▶ WORK REQUEST: Each of the records that follow needs an exact reproduction.

▶ INPUT RECORDS:
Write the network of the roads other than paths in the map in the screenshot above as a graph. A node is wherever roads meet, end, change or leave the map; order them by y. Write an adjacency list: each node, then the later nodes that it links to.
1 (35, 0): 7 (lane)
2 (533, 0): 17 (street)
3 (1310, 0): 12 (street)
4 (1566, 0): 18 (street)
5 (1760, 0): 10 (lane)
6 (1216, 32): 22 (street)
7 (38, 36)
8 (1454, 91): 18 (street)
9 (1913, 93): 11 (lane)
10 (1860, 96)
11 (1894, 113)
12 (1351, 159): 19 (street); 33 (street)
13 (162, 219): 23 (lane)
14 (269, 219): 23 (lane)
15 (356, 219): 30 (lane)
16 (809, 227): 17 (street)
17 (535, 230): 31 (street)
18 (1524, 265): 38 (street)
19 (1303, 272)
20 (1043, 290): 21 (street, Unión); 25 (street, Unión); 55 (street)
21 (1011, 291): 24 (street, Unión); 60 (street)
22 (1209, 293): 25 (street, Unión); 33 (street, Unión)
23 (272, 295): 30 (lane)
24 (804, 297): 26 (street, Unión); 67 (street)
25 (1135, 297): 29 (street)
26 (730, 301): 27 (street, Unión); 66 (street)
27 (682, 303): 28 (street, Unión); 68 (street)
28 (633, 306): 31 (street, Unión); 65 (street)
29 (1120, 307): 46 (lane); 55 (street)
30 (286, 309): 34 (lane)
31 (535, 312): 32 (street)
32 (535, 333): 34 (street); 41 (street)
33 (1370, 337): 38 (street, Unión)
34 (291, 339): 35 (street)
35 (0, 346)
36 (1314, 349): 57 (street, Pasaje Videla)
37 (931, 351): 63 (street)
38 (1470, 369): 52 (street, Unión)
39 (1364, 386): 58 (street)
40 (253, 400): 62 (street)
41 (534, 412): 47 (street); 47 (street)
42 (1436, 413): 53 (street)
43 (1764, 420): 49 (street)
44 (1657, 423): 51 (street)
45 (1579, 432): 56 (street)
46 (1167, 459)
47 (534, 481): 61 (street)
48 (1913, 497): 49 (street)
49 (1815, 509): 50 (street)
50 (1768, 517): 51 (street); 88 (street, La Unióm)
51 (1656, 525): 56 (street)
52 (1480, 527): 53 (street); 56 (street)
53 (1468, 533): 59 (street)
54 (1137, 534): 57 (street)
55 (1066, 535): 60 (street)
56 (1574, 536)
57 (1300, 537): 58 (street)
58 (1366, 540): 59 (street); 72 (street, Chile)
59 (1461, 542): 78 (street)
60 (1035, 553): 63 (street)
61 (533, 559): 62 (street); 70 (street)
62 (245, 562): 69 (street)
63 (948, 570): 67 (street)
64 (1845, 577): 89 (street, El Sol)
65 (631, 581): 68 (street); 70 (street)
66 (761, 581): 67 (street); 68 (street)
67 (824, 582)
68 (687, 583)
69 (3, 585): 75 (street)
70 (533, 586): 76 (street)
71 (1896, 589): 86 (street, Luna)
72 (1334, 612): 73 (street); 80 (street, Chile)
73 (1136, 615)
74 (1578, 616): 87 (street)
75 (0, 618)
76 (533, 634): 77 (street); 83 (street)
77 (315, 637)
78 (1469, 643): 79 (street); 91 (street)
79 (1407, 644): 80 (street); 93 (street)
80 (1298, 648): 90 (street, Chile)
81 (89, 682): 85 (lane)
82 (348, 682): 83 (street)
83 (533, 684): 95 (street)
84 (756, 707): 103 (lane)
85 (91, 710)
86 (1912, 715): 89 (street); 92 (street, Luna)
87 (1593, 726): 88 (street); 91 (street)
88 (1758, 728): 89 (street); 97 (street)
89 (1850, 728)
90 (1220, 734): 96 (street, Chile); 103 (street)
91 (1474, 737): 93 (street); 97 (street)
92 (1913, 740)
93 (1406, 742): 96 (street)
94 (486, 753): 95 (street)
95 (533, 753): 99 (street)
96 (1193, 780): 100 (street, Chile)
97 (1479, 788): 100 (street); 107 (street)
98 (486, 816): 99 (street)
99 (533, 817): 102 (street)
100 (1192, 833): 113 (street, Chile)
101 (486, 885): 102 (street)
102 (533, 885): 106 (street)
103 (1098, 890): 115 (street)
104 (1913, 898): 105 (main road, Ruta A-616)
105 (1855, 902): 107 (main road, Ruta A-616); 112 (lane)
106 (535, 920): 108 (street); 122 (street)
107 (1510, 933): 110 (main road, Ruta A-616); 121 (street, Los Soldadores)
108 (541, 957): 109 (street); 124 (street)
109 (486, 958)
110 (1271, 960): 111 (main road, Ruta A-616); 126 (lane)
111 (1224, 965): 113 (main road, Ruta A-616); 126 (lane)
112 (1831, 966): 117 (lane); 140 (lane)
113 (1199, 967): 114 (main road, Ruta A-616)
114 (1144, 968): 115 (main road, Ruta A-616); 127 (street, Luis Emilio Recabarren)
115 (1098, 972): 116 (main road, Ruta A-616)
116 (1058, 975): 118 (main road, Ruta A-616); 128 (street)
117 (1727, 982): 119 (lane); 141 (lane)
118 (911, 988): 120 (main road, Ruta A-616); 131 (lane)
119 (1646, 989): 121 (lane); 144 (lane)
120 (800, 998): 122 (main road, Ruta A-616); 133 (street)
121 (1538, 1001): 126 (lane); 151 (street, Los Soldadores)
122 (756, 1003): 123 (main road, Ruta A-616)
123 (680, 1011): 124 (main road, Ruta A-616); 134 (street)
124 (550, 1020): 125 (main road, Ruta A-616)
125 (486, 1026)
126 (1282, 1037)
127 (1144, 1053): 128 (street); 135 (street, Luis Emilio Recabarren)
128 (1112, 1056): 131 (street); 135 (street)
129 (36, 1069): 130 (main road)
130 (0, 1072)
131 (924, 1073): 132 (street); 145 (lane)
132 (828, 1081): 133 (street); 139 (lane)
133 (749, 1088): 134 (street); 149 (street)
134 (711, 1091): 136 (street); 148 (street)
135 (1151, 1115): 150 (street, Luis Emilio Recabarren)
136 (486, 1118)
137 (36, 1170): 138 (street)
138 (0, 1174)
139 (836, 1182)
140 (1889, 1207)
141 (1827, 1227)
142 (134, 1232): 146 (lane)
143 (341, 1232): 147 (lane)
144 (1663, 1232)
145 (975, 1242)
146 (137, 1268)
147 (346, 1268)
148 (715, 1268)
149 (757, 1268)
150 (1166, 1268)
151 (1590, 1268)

▶ SOLUTION:
Write the network of the roads other than paths in the map in the screenshot above as a graph. A node is wherever roads meet, end, change or leave the map; order them by y. Write an adjacency list: each node, then the later nodes that it links to.
1 (35, 0): 7 (lane)
2 (533, 0): 17 (street)
3 (1310, 0): 12 (street)
4 (1566, 0): 18 (street)
5 (1760, 0): 10 (lane)
6 (1216, 32): 22 (street)
7 (38, 36)
8 (1454, 91): 18 (street)
9 (1913, 93): 11 (lane)
10 (1860, 96)
11 (1894, 113)
12 (1351, 159): 19 (street); 33 (street)
13 (162, 219): 23 (lane)
14 (269, 219): 23 (lane)
15 (356, 219): 30 (lane)
16 (809, 227): 17 (street)
17 (535, 230): 31 (street)
18 (1524, 265): 38 (street)
19 (1303, 272)
20 (1043, 290): 21 (street, Unión); 25 (street, Unión); 55 (street)
21 (1011, 291): 24 (street, Unión); 60 (street)
22 (1209, 293): 25 (street, Unión); 33 (street, Unión)
23 (272, 295): 30 (lane)
24 (804, 297): 26 (street, Unión); 67 (street)
25 (1135, 297): 29 (street)
26 (730, 301): 27 (street, Unión); 66 (street)
27 (682, 303): 28 (street, Unión); 68 (street)
28 (633, 306): 31 (street, Unión); 65 (street)
29 (1120, 307): 46 (lane); 55 (street)
30 (286, 309): 34 (lane)
31 (535, 312): 32 (street)
32 (535, 333): 34 (street); 41 (street)
33 (1370, 337): 38 (street, Unión)
34 (291, 339): 35 (street)
35 (0, 346)
36 (1314, 349): 57 (street, Pasaje Videla)
37 (931, 351): 63 (street)
38 (1470, 369): 52 (street, Unión)
39 (1364, 386): 58 (street)
40 (253, 400): 62 (street)
41 (534, 412): 47 (street); 47 (street)
42 (1436, 413): 53 (street)
43 (1764, 420): 49 (street)
44 (1657, 423): 51 (street)
45 (1579, 432): 56 (street)
46 (1167, 459)
47 (534, 481): 61 (street)
48 (1913, 497): 49 (street)
49 (1815, 509): 50 (street)
50 (1768, 517): 51 (street); 88 (street, La Unióm)
51 (1656, 525): 56 (street)
52 (1480, 527): 53 (street); 56 (street)
53 (1468, 533): 59 (street)
54 (1137, 534): 57 (street)
55 (1066, 535): 60 (street)
56 (1574, 536)
57 (1300, 537): 58 (street)
58 (1366, 540): 59 (street); 72 (street, Chile)
59 (1461, 542): 78 (street)
60 (1035, 553): 63 (street)
61 (533, 559): 62 (street); 70 (street)
62 (245, 562): 69 (street)
63 (948, 570): 67 (street)
64 (1845, 577): 89 (street, El Sol)
65 (631, 581): 68 (street); 70 (street)
66 (761, 581): 67 (street); 68 (street)
67 (824, 582)
68 (687, 583)
69 (3, 585): 75 (street)
70 (533, 586): 76 (street)
71 (1896, 589): 86 (street, Luna)
72 (1334, 612): 73 (street); 80 (street, Chile)
73 (1136, 615)
74 (1578, 616): 87 (street)
75 (0, 618)
76 (533, 634): 77 (street); 83 (street)
77 (315, 637)
78 (1469, 643): 79 (street); 91 (street)
79 (1407, 644): 80 (street); 93 (street)
80 (1298, 648): 90 (street, Chile)
81 (89, 682): 85 (lane)
82 (348, 682): 83 (street)
83 (533, 684): 95 (street)
84 (756, 707): 103 (lane)
85 (91, 710)
86 (1912, 715): 89 (street); 92 (street, Luna)
87 (1593, 726): 88 (street); 91 (street)
88 (1758, 728): 89 (street); 97 (street)
89 (1850, 728)
90 (1220, 734): 96 (street, Chile); 103 (street)
91 (1474, 737): 93 (street); 97 (street)
92 (1913, 740)
93 (1406, 742): 96 (street)
94 (486, 753): 95 (street)
95 (533, 753): 99 (street)
96 (1193, 780): 100 (street, Chile)
97 (1479, 788): 100 (street); 107 (street)
98 (486, 816): 99 (street)
99 (533, 817): 102 (street)
100 (1192, 833): 113 (street, Chile)
101 (486, 885): 102 (street)
102 (533, 885): 106 (street)
103 (1098, 890): 115 (street)
104 (1913, 898): 105 (main road, Ruta A-616)
105 (1855, 902): 107 (main road, Ruta A-616); 112 (lane)
106 (535, 920): 108 (street); 122 (street)
107 (1510, 933): 110 (main road, Ruta A-616); 121 (street, Los Soldadores)
108 (541, 957): 109 (street); 124 (street)
109 (486, 958)
110 (1271, 960): 111 (main road, Ruta A-616); 126 (lane)
111 (1224, 965): 113 (main road, Ruta A-616); 126 (lane)
112 (1831, 966): 117 (lane); 140 (lane)
113 (1199, 967): 114 (main road, Ruta A-616)
114 (1144, 968): 115 (main road, Ruta A-616); 127 (street, Luis Emilio Recabarren)
115 (1098, 972): 116 (main road, Ruta A-616)
116 (1058, 975): 118 (main road, Ruta A-616); 128 (street)
117 (1727, 982): 119 (lane); 141 (lane)
118 (911, 988): 120 (main road, Ruta A-616); 131 (lane)
119 (1646, 989): 121 (lane); 144 (lane)
120 (800, 998): 122 (main road, Ruta A-616); 133 (street)
121 (1538, 1001): 126 (lane); 151 (street, Los Soldadores)
122 (756, 1003): 123 (main road, Ruta A-616)
123 (680, 1011): 124 (main road, Ruta A-616); 134 (street)
124 (550, 1020): 125 (main road, Ruta A-616)
125 (486, 1026)
126 (1282, 1037)
127 (1144, 1053): 128 (street); 135 (street, Luis Emilio Recabarren)
128 (1112, 1056): 131 (street); 135 (street)
129 (36, 1069): 130 (main road)
130 (0, 1072)
131 (924, 1073): 132 (street); 145 (lane)
132 (828, 1081): 133 (street); 139 (lane)
133 (749, 1088): 134 (street); 149 (street)
134 (711, 1091): 136 (street); 148 (street)
135 (1151, 1115): 150 (street, Luis Emilio Recabarren)
136 (486, 1118)
137 (36, 1170): 138 (street)
138 (0, 1174)
139 (836, 1182)
140 (1889, 1207)
141 (1827, 1227)
142 (134, 1232): 146 (lane)
143 (341, 1232): 147 (lane)
144 (1663, 1232)
145 (975, 1242)
146 (137, 1268)
147 (346, 1268)
148 (715, 1268)
149 (757, 1268)
150 (1166, 1268)
151 (1590, 1268)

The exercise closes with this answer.